The floors of the banks bailed out with your money

banks bailed out with your money

Sareb is what has come to be called as the bad bank, which aside from much loan promoter also promotes the construction of real estate and is dedicated to the sale of the entire real estate portfolio that has inherited. When it was decided to bail out the banks after the real estate crisis, the FROB or Orderly Banking Restructuring Fund was set up. The FROB is a financial instrument created to measure the restructuring of the Spanish banking system and all the savings banks that had been expanded by the Crisis.

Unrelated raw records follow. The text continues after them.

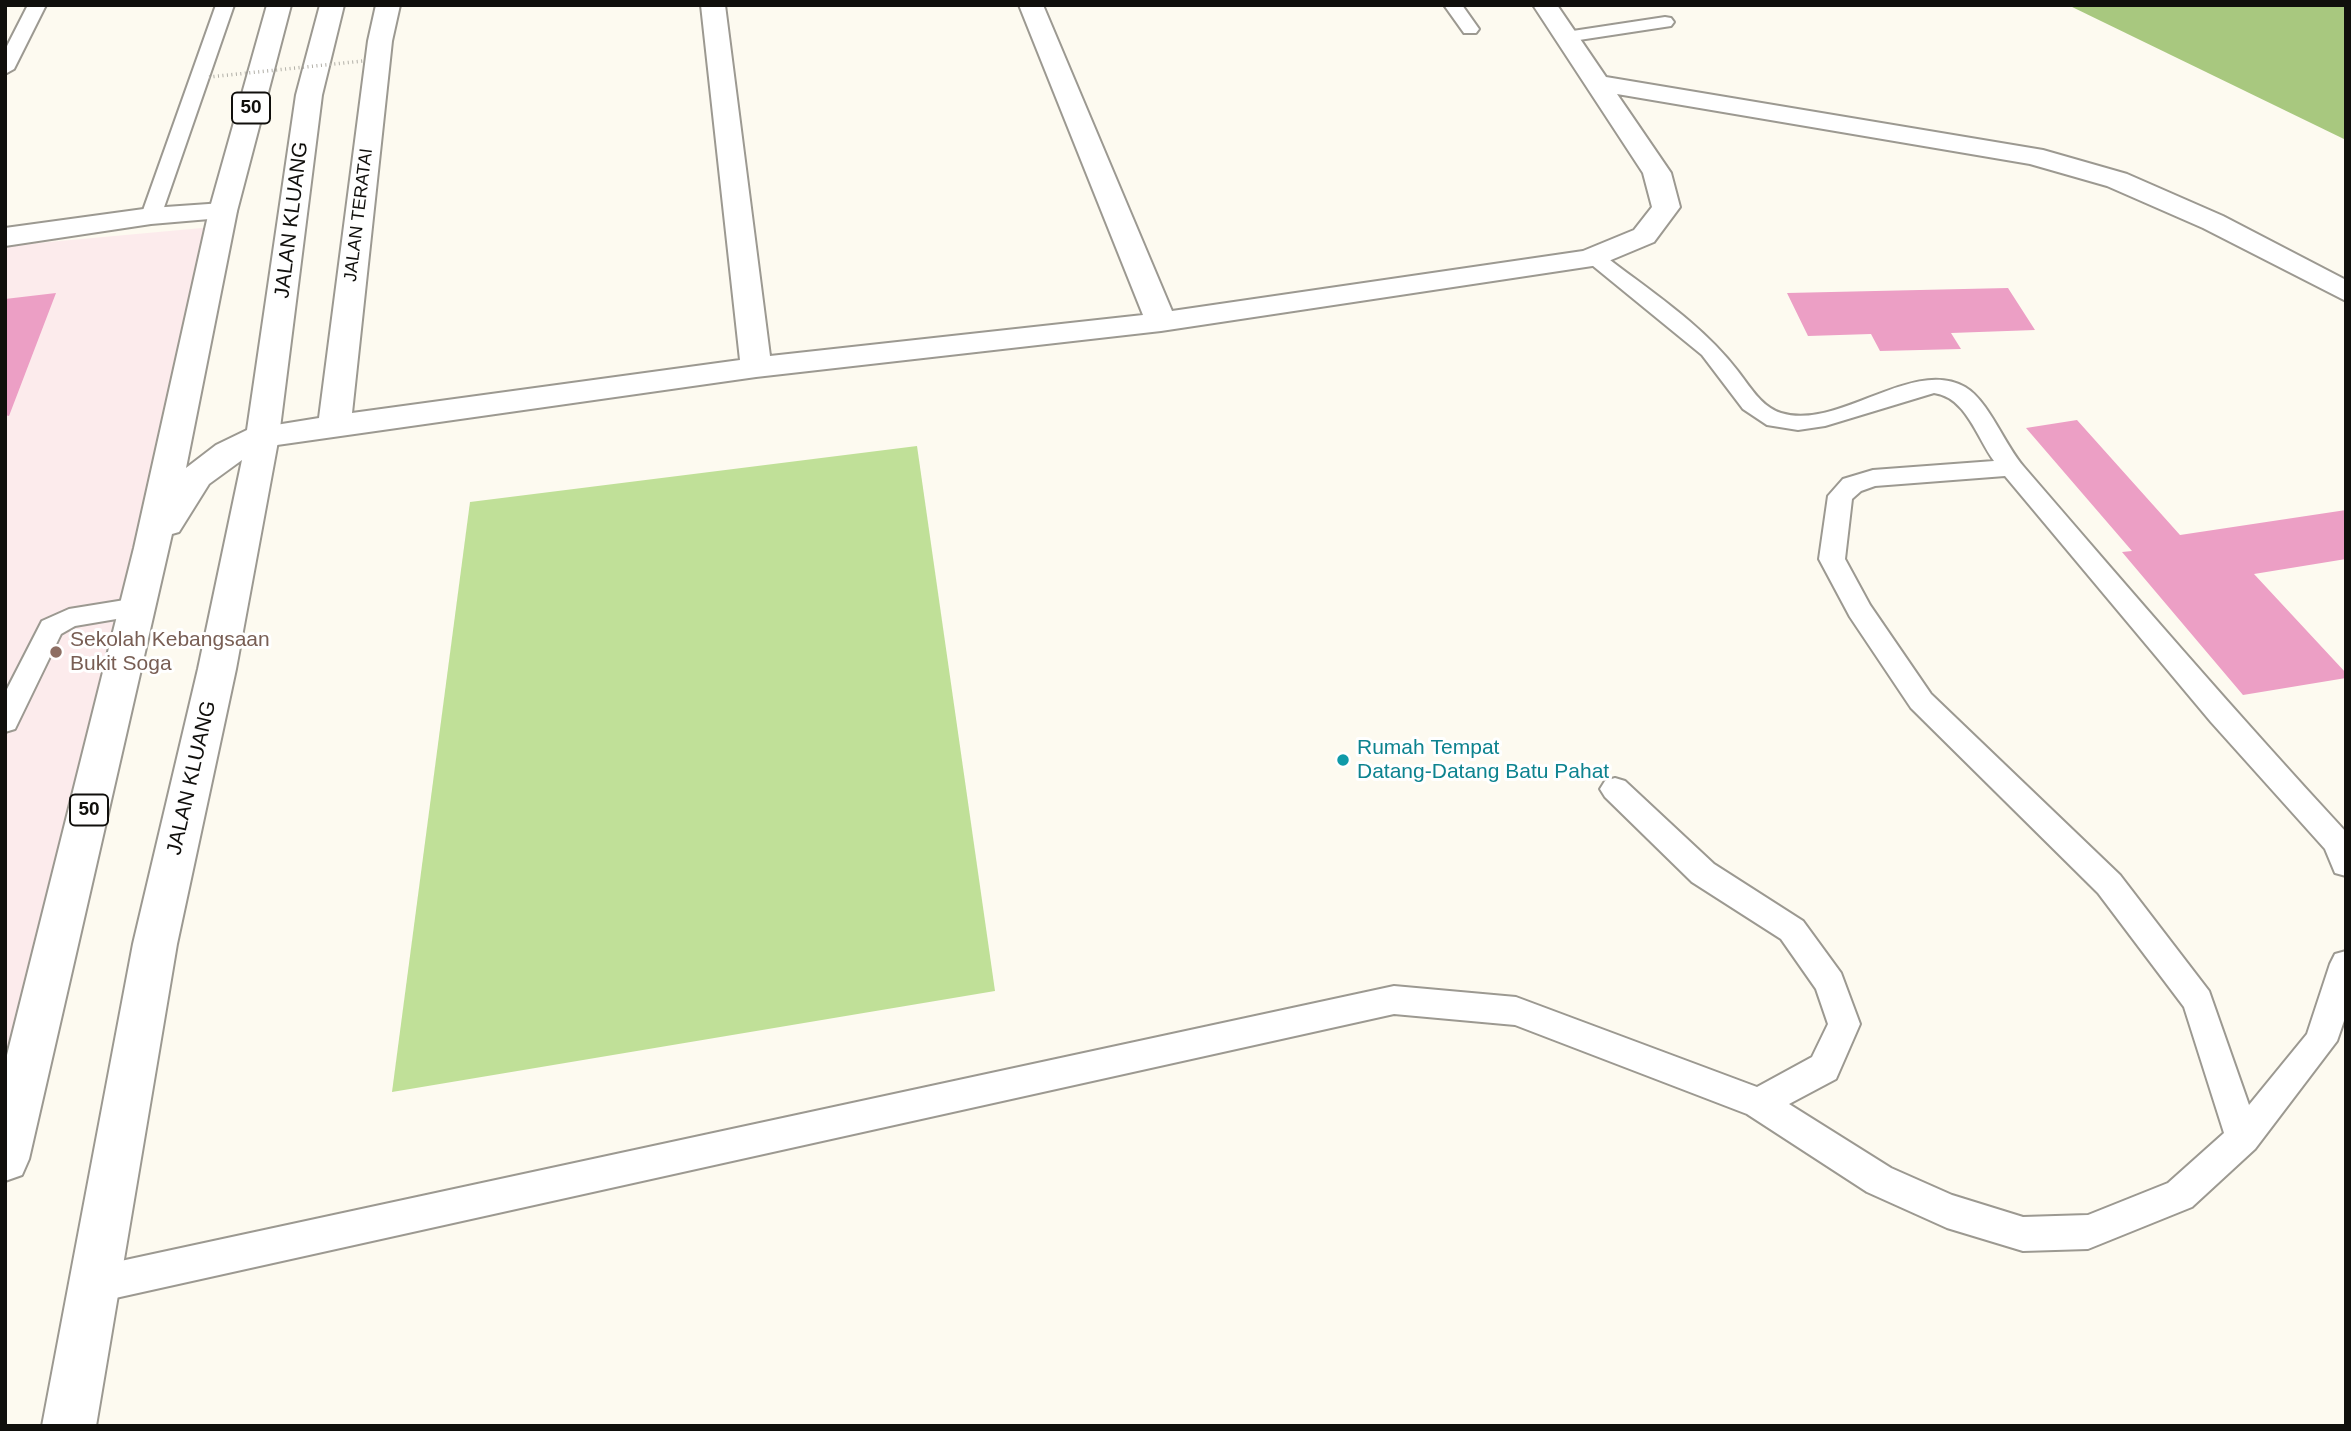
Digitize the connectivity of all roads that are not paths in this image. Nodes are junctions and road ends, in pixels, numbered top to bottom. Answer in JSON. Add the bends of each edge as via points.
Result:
{"nodes":[{"id":1,"x":37,"y":5,"type":"edge"},
{"id":2,"x":225,"y":5,"type":"edge"},
{"id":3,"x":279,"y":5,"type":"edge"},
{"id":4,"x":332,"y":5,"type":"edge"},
{"id":5,"x":388,"y":5,"type":"edge"},
{"id":6,"x":713,"y":5,"type":"edge"},
{"id":7,"x":1031,"y":5,"type":"edge"},
{"id":8,"x":1453,"y":5,"type":"edge"},
{"id":9,"x":1545,"y":5,"type":"edge"},
{"id":10,"x":1665,"y":22,"type":"dead end"},
{"id":11,"x":1470,"y":29,"type":"dead end"},
{"id":12,"x":1566,"y":37,"type":"junction"},
{"id":13,"x":5,"y":69,"type":"edge"},
{"id":14,"x":1595,"y":83,"type":"junction"},
{"id":15,"x":223,"y":211,"type":"junction"},
{"id":16,"x":151,"y":216,"type":"junction"},
{"id":17,"x":5,"y":237,"type":"edge"},
{"id":18,"x":1594,"y":257,"type":"junction"},
{"id":19,"x":2346,"y":292,"type":"edge"},
{"id":20,"x":1161,"y":322,"type":"junction"},
{"id":21,"x":756,"y":367,"type":"junction"},
{"id":22,"x":334,"y":426,"type":"junction"},
{"id":23,"x":263,"y":436,"type":"junction"},
{"id":24,"x":2011,"y":468,"type":"junction"},
{"id":25,"x":152,"y":548,"type":"junction"},
{"id":26,"x":137,"y":607,"type":"junction"},
{"id":27,"x":5,"y":721,"type":"edge"},
{"id":28,"x":1615,"y":789,"type":"dead end"},
{"id":29,"x":2346,"y":864,"type":"edge"},
{"id":30,"x":2346,"y":964,"type":"edge"},
{"id":31,"x":1759,"y":1103,"type":"junction"},
{"id":32,"x":2243,"y":1138,"type":"junction"},
{"id":33,"x":5,"y":1159,"type":"edge"},
{"id":34,"x":93,"y":1285,"type":"junction"},
{"id":35,"x":69,"y":1426,"type":"edge"}],
"edges":[{"from":1,"to":13,"type":"lane"},
{"from":2,"to":16,"type":"lane"},
{"from":3,"to":15,"type":"main road","number":"50"},
{"from":4,"to":23,"type":"main road","name":"JALAN KLUANG","via":[[309,95]]},
{"from":5,"to":22,"type":"main road","name":"JALAN TERATAI"},
{"from":6,"to":21,"type":"main road"},
{"from":7,"to":20,"type":"main road"},
{"from":8,"to":11,"type":"lane"},
{"from":9,"to":12,"type":"main road"},
{"from":10,"to":12,"type":"lane"},
{"from":12,"to":14,"type":"main road"},
{"from":14,"to":18,"type":"main road","via":[[1657,173],[1666,207],[1644,236]]},
{"from":14,"to":19,"type":"main road","via":[[2033,156],[2117,180],[2201,216]]},
{"from":15,"to":16,"type":"main road"},
{"from":15,"to":25,"type":"main road","number":"50"},
{"from":16,"to":17,"type":"main road"},
{"from":18,"to":20,"type":"main road"},
{"from":18,"to":24,"type":"lane","via":[[1710,350],[1751,404],[1775,420],[1825,419],[1933,386],[1948,386],[1972,402]]},
{"from":20,"to":21,"type":"main road"},
{"from":21,"to":22,"type":"main road"},
{"from":22,"to":23,"type":"main road"},
{"from":23,"to":25,"type":"main road","via":[[228,453],[197,476]]},
{"from":23,"to":34,"type":"main road","name":"JALAN KLUANG","via":[[155,944]]},
{"from":24,"to":29,"type":"lane","via":[[2221,715],[2337,842]]},
{"from":24,"to":32,"type":"lane","via":[[1873,478],[1852,485],[1840,496],[1832,559],[1859,610],[1920,701],[2109,884],[2198,1001]]},
{"from":25,"to":26,"type":"main road","number":"50"},
{"from":26,"to":27,"type":"lane","via":[[69,618],[51,628]]},
{"from":26,"to":33,"type":"main road","number":"50"},
{"from":28,"to":31,"type":"lane","via":[[1703,873],[1792,930],[1830,982],[1844,1024],[1824,1068]]},
{"from":30,"to":32,"type":"lane","via":[[2321,1041]]},
{"from":31,"to":32,"type":"lane","via":[[1880,1180],[1947,1211],[2023,1234],[2088,1232],[2180,1195]]},
{"from":31,"to":34,"type":"lane","via":[[1516,1011],[1394,1000]]},
{"from":34,"to":35,"type":"main road","name":"JALAN KLUANG"}]}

banks bailed out with your money

Among the actions of the FROB was the Sareb, known as the bad bank but never got to give banking license. The government had to create a vehicle like the Sareb bound by the Memorandum of Understanding (MOU) that had signed with the rest of the EU countries to lend the money to the bank bailout and to continue to function normally.

Let’s look at it another way. With the banking system in bankruptcy, the Government reaches an agreement with the rest of the European partners to lend money to fix it. They lend it with conditions, among others establishing a bad bank in which to group the toxic assets of the banks.

To mount the Sareb the government puts money through the FROB, but it is not the only one. 45% of the capital is public and 55% of the capital is private mainly put by other banks. The banks have to cede to Sareb toxic assets with a heavy discount in exchange for receiving public aid.  The objective of Sareb on its part is to sell everything in fifteen years obtaining 15% profitability. As we can imagine the private partners did not enter with the intention to lose money although they can do it. Now, some actions give to think about if the management is good.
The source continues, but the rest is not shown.